■ **EXERCISE PROMPT**: Pick out the lines below that include the string "absolute".

■ **INFORMATION PROVIDED**:
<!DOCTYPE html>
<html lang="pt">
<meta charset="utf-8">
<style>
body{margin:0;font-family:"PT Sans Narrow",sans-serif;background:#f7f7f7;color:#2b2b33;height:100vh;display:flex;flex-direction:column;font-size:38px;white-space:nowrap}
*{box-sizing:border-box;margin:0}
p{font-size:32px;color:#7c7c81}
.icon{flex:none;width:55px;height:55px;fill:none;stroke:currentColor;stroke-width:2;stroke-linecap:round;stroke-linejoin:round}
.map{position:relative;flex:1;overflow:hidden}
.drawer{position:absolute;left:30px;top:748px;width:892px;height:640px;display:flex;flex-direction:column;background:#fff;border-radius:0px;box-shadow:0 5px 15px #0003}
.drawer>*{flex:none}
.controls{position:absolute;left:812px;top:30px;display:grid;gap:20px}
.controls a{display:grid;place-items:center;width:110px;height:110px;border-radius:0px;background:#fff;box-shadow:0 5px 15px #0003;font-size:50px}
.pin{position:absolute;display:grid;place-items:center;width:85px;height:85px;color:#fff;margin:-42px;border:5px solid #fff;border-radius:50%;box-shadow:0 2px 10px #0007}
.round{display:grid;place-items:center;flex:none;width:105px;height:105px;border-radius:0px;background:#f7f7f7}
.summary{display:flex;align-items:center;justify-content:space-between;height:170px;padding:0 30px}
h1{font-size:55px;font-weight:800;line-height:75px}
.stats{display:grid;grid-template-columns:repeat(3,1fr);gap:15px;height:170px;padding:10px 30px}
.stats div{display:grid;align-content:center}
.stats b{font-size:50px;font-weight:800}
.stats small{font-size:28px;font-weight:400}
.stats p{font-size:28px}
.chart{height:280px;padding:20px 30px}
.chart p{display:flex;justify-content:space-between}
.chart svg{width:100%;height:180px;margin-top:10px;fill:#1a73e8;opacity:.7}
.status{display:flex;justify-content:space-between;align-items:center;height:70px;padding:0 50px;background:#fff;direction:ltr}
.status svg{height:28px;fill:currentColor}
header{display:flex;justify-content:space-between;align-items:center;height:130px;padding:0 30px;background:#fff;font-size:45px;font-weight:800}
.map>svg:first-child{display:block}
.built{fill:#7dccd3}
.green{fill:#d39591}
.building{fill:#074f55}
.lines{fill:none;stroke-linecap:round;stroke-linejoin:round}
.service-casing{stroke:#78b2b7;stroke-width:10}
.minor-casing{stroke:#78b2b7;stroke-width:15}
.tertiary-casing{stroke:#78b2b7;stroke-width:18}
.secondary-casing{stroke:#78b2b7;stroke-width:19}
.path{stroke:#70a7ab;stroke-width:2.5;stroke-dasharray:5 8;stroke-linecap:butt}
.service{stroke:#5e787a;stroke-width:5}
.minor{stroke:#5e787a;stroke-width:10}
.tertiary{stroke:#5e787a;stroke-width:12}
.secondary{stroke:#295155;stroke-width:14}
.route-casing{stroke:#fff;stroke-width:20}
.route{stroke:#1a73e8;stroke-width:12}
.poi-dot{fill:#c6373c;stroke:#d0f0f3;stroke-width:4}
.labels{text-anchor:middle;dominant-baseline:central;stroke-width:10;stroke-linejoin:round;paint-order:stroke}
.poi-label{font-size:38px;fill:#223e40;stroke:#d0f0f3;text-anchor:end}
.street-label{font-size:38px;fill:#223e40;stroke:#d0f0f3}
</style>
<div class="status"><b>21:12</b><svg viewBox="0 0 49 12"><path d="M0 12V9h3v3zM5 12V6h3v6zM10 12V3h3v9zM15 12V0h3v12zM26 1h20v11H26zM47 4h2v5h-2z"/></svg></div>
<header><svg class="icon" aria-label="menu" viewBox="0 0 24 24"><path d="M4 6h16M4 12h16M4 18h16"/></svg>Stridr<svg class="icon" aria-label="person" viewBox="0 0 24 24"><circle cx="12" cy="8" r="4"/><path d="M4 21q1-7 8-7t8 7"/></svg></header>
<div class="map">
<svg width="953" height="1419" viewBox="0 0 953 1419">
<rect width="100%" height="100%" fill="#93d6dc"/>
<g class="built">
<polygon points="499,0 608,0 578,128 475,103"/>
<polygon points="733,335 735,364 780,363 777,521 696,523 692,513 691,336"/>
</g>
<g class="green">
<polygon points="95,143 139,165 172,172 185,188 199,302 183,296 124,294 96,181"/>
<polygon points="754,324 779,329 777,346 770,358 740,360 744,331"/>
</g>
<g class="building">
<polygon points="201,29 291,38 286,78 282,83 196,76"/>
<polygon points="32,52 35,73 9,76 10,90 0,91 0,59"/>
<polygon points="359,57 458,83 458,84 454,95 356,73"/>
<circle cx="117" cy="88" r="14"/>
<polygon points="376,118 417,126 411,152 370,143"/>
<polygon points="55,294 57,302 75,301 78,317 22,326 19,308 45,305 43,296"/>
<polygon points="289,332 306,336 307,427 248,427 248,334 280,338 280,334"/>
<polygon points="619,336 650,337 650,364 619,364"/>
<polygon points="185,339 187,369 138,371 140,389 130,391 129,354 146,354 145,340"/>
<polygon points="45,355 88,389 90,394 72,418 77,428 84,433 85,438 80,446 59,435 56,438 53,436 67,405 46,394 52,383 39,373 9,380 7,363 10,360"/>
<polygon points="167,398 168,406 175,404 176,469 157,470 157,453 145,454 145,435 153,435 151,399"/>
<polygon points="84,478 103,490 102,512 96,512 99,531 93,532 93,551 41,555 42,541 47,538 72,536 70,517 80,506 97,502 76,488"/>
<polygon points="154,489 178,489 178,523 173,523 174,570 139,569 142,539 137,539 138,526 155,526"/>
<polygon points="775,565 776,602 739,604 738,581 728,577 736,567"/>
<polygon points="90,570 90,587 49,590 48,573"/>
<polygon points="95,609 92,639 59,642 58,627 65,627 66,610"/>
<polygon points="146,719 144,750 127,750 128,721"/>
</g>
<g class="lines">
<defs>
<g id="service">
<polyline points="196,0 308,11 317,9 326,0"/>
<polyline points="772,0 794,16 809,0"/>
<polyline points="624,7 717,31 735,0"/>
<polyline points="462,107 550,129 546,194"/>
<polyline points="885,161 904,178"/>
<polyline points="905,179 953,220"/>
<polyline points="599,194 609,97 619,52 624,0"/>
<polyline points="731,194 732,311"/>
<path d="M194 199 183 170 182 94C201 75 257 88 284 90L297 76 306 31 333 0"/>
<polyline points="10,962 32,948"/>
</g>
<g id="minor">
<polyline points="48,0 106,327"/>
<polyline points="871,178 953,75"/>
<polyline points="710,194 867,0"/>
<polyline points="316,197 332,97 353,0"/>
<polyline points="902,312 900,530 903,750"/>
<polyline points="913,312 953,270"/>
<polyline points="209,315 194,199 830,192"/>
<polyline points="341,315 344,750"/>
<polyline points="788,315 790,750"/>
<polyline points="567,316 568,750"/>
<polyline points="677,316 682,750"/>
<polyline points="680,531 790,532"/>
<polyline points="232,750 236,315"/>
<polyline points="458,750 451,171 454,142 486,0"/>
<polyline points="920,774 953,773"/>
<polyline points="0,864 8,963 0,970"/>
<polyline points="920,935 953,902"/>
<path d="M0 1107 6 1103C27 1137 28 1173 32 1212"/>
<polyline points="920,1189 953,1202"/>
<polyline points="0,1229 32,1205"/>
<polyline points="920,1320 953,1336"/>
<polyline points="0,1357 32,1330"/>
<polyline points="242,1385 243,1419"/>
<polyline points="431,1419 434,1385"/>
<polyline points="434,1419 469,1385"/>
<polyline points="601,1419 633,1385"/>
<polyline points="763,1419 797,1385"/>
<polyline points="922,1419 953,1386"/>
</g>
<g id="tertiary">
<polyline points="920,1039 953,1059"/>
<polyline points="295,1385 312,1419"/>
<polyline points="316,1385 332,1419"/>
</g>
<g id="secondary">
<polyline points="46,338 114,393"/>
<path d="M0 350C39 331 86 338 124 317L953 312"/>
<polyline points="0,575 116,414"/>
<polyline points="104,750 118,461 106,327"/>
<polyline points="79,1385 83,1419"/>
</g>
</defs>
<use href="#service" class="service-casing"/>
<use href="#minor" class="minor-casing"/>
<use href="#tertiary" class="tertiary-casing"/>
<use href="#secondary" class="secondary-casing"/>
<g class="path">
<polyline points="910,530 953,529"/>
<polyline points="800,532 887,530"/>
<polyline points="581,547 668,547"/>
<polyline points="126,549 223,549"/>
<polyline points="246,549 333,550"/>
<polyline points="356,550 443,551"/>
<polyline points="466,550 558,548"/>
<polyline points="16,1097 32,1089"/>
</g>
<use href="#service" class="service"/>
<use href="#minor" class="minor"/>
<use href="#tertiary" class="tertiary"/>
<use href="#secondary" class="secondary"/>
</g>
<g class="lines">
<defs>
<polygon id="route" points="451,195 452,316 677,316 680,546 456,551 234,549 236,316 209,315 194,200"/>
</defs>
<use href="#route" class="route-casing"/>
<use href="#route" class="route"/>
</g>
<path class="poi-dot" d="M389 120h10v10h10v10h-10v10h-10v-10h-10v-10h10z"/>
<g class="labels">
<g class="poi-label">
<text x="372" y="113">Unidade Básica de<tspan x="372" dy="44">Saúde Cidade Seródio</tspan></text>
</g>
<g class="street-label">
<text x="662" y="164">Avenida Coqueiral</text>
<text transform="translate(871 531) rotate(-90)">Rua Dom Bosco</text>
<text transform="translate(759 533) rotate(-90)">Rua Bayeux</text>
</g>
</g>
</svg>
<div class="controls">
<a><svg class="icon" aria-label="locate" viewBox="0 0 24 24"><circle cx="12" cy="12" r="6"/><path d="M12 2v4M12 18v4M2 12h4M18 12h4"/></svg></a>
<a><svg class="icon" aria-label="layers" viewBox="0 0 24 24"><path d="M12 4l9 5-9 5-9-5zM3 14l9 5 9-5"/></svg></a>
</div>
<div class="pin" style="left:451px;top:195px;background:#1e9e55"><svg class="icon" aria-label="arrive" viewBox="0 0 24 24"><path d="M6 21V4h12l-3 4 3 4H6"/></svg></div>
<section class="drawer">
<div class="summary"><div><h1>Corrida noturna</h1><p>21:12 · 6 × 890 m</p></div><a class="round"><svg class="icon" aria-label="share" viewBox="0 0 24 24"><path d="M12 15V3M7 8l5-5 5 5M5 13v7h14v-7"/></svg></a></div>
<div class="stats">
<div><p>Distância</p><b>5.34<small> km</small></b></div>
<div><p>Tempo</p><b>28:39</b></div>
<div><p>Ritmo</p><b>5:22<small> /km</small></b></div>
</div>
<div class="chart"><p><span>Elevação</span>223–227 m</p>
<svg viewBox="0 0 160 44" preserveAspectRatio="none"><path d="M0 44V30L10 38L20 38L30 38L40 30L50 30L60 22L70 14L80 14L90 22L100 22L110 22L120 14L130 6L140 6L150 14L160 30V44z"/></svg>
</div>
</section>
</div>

■ **THE COMPLETED TASK**:
.drawer{position:absolute;left:30px;top:748px;width:892px;height:640px;display:flex;flex-direction:column;background:#fff;border-radius:0px;box-shadow:0 5px 15px #0003}
.controls{position:absolute;left:812px;top:30px;display:grid;gap:20px}
.pin{position:absolute;display:grid;place-items:center;width:85px;height:85px;color:#fff;margin:-42px;border:5px solid #fff;border-radius:50%;box-shadow:0 2px 10px #0007}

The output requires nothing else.